*** Opening Material supplied ***
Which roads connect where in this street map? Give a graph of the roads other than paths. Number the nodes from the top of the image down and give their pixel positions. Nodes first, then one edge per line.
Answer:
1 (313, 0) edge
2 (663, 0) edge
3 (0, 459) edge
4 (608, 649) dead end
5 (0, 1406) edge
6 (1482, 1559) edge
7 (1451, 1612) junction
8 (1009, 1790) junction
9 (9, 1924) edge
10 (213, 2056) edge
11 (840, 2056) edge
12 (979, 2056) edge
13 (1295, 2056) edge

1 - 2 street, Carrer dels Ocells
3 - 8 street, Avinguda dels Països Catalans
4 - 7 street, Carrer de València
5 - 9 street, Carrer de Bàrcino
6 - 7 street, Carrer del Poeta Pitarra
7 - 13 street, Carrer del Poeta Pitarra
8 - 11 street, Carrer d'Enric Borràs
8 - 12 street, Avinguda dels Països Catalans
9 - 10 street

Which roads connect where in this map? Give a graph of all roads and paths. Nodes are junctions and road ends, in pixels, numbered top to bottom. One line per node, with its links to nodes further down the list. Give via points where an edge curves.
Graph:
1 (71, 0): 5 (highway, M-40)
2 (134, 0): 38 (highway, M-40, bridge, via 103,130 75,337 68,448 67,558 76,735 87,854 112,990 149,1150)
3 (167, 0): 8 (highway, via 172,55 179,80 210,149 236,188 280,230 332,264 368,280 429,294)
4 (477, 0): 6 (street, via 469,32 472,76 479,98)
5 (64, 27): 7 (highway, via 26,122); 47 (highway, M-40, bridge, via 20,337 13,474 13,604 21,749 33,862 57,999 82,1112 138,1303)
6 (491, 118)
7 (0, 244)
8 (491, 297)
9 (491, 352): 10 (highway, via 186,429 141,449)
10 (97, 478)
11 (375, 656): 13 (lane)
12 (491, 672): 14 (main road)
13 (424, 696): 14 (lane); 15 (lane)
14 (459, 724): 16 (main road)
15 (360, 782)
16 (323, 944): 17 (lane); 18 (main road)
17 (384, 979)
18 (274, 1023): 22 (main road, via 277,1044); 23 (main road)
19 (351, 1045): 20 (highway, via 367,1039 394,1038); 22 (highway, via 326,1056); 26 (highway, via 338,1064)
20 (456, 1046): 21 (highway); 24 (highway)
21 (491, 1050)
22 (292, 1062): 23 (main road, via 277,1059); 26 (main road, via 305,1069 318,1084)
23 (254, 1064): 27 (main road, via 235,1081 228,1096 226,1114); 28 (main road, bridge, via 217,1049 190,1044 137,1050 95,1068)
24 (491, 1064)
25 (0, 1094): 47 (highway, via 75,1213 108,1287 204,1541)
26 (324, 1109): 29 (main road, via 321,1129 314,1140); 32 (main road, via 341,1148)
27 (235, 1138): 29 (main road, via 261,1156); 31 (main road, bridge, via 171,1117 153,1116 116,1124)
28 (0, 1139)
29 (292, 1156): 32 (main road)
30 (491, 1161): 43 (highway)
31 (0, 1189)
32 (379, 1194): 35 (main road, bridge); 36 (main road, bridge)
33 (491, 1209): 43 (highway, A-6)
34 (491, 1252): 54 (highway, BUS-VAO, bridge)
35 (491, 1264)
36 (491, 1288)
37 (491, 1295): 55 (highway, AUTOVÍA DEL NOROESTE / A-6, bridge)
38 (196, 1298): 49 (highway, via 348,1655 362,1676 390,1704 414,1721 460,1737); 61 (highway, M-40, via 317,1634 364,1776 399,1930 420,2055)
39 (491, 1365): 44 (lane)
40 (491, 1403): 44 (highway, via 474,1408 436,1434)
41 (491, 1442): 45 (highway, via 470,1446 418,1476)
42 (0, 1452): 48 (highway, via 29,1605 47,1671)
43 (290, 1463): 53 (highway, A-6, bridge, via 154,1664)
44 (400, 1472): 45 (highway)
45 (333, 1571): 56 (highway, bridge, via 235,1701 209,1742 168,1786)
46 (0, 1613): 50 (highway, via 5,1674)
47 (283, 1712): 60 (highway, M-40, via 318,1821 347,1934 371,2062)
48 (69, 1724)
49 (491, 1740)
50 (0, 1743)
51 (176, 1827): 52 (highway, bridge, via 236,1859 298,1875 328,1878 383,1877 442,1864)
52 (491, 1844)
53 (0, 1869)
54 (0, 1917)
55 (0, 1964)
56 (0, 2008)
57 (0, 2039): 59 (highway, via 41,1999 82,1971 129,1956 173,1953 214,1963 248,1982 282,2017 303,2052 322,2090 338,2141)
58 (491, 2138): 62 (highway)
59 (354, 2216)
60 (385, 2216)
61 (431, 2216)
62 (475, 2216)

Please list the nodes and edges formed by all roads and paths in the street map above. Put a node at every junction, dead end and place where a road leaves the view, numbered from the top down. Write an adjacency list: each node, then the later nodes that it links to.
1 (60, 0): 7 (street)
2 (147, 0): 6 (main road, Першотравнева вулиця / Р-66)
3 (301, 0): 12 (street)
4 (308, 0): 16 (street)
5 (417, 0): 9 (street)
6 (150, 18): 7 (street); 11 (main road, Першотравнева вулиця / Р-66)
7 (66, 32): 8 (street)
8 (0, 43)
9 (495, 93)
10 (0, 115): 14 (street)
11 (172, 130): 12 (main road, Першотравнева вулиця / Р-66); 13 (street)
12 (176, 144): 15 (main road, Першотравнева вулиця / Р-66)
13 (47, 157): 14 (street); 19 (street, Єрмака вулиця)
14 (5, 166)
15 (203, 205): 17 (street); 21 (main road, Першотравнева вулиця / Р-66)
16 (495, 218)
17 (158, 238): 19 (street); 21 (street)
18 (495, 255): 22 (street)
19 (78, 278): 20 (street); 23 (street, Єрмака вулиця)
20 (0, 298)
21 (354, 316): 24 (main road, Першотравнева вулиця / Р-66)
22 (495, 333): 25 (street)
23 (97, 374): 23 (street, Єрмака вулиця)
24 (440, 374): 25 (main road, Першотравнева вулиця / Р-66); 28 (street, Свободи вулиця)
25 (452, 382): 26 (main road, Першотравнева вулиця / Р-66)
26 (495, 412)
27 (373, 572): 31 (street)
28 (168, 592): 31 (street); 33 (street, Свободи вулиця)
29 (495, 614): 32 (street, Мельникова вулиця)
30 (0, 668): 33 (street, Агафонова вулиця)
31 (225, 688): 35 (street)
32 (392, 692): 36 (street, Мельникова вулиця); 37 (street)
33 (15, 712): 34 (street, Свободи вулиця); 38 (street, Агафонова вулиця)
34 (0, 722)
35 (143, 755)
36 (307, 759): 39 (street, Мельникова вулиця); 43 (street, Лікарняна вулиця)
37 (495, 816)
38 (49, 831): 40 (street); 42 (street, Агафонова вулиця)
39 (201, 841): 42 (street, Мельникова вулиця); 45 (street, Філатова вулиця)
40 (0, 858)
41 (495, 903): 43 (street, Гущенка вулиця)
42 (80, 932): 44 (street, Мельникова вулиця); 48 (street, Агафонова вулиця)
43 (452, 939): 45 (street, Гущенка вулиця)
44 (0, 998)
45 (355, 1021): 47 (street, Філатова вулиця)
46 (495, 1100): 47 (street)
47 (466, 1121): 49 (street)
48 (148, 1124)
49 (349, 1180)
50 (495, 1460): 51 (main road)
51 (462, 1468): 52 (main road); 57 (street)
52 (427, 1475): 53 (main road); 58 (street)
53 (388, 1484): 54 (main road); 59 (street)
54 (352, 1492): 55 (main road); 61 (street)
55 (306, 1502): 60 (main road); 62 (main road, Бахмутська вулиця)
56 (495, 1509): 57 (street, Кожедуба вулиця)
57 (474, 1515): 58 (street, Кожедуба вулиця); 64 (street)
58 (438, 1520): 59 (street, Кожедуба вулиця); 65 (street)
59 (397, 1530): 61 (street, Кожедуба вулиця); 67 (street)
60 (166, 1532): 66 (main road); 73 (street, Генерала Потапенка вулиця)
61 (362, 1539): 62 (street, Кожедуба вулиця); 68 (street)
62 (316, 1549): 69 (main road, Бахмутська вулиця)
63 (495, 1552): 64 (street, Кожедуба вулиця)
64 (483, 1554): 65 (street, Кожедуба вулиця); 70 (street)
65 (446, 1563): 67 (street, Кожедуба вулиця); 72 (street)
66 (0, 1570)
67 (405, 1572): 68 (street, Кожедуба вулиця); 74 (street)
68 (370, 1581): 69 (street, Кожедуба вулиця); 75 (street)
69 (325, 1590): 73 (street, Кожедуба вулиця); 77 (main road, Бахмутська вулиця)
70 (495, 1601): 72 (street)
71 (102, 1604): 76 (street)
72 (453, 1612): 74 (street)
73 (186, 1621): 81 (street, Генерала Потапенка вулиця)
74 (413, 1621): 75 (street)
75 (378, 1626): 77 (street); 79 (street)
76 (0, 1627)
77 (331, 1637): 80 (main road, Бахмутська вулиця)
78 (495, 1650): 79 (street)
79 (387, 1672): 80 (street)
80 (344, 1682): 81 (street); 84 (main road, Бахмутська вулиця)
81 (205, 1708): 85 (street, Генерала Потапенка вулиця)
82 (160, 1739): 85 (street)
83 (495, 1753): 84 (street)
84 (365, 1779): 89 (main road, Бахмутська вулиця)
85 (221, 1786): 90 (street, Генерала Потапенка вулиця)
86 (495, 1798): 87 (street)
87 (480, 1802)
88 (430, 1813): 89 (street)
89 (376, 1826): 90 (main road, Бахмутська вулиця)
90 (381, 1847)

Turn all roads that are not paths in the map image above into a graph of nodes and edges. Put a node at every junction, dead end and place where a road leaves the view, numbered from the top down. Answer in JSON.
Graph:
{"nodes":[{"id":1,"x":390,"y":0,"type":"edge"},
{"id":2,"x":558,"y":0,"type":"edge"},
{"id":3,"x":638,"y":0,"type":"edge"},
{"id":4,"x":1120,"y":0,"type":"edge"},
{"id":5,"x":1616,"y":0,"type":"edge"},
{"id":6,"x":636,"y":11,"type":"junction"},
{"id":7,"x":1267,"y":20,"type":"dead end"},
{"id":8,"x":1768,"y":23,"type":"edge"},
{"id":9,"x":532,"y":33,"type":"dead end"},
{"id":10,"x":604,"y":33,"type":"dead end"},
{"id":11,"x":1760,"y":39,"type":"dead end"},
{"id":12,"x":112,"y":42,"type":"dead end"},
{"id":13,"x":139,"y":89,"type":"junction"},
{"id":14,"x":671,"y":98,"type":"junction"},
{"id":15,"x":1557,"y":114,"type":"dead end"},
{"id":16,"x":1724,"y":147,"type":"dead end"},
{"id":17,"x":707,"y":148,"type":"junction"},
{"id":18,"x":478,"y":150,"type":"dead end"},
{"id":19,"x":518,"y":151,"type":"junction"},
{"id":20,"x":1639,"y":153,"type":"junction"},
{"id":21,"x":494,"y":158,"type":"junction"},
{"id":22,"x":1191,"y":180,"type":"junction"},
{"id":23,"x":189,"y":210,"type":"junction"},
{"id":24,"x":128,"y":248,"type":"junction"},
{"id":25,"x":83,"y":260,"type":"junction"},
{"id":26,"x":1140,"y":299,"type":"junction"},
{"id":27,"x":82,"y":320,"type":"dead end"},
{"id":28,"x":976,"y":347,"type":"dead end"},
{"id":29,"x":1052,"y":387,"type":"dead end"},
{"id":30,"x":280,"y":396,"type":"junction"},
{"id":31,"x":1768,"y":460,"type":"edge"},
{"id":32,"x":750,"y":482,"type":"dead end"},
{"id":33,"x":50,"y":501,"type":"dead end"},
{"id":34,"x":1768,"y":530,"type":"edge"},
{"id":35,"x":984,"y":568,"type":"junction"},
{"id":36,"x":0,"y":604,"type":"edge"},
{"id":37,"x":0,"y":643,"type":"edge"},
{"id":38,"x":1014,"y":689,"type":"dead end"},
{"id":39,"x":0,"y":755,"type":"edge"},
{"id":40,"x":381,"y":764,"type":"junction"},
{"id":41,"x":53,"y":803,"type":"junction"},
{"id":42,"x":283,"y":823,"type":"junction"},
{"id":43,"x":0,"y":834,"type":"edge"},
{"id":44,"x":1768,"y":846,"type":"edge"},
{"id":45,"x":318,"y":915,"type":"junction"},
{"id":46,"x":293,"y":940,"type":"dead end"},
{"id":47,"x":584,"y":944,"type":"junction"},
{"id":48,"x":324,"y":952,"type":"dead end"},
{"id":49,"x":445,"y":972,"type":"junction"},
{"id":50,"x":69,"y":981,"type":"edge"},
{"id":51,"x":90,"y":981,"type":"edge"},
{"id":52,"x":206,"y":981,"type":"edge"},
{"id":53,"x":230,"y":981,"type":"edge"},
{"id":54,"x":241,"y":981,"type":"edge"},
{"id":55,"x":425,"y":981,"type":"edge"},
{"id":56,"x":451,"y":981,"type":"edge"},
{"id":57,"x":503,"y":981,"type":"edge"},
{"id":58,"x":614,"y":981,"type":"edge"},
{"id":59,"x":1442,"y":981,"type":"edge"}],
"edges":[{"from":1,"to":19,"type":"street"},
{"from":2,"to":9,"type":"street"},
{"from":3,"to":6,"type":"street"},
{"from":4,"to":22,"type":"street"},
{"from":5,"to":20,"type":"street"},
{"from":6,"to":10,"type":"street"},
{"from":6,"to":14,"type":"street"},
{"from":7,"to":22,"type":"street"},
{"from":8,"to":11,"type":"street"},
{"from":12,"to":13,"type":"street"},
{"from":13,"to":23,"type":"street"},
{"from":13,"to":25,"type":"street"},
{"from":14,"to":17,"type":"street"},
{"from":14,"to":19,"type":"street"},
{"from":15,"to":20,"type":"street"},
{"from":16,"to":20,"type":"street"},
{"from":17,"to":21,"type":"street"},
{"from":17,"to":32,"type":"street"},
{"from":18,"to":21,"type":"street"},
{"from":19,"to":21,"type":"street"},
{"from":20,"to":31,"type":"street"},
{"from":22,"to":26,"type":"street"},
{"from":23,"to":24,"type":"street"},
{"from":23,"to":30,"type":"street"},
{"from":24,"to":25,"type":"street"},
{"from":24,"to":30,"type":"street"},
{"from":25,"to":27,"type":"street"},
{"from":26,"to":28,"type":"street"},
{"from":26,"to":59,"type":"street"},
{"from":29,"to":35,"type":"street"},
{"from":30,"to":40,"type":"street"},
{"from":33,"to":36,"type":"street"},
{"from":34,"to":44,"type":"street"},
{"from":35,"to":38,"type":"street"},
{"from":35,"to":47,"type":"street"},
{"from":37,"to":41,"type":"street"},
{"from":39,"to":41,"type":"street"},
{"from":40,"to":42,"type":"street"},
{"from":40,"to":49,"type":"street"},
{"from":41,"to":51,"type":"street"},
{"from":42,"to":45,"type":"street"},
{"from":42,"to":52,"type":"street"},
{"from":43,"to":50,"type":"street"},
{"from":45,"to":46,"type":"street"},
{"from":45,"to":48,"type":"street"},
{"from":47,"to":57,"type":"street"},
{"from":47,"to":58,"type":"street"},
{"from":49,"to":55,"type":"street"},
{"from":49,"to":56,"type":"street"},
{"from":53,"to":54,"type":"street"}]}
*** Closing Material supplied ***
- [What you need to do]: State the number of lines in these entries where the word "Which" occurs, without any other words.

- [Completed exercise]: 2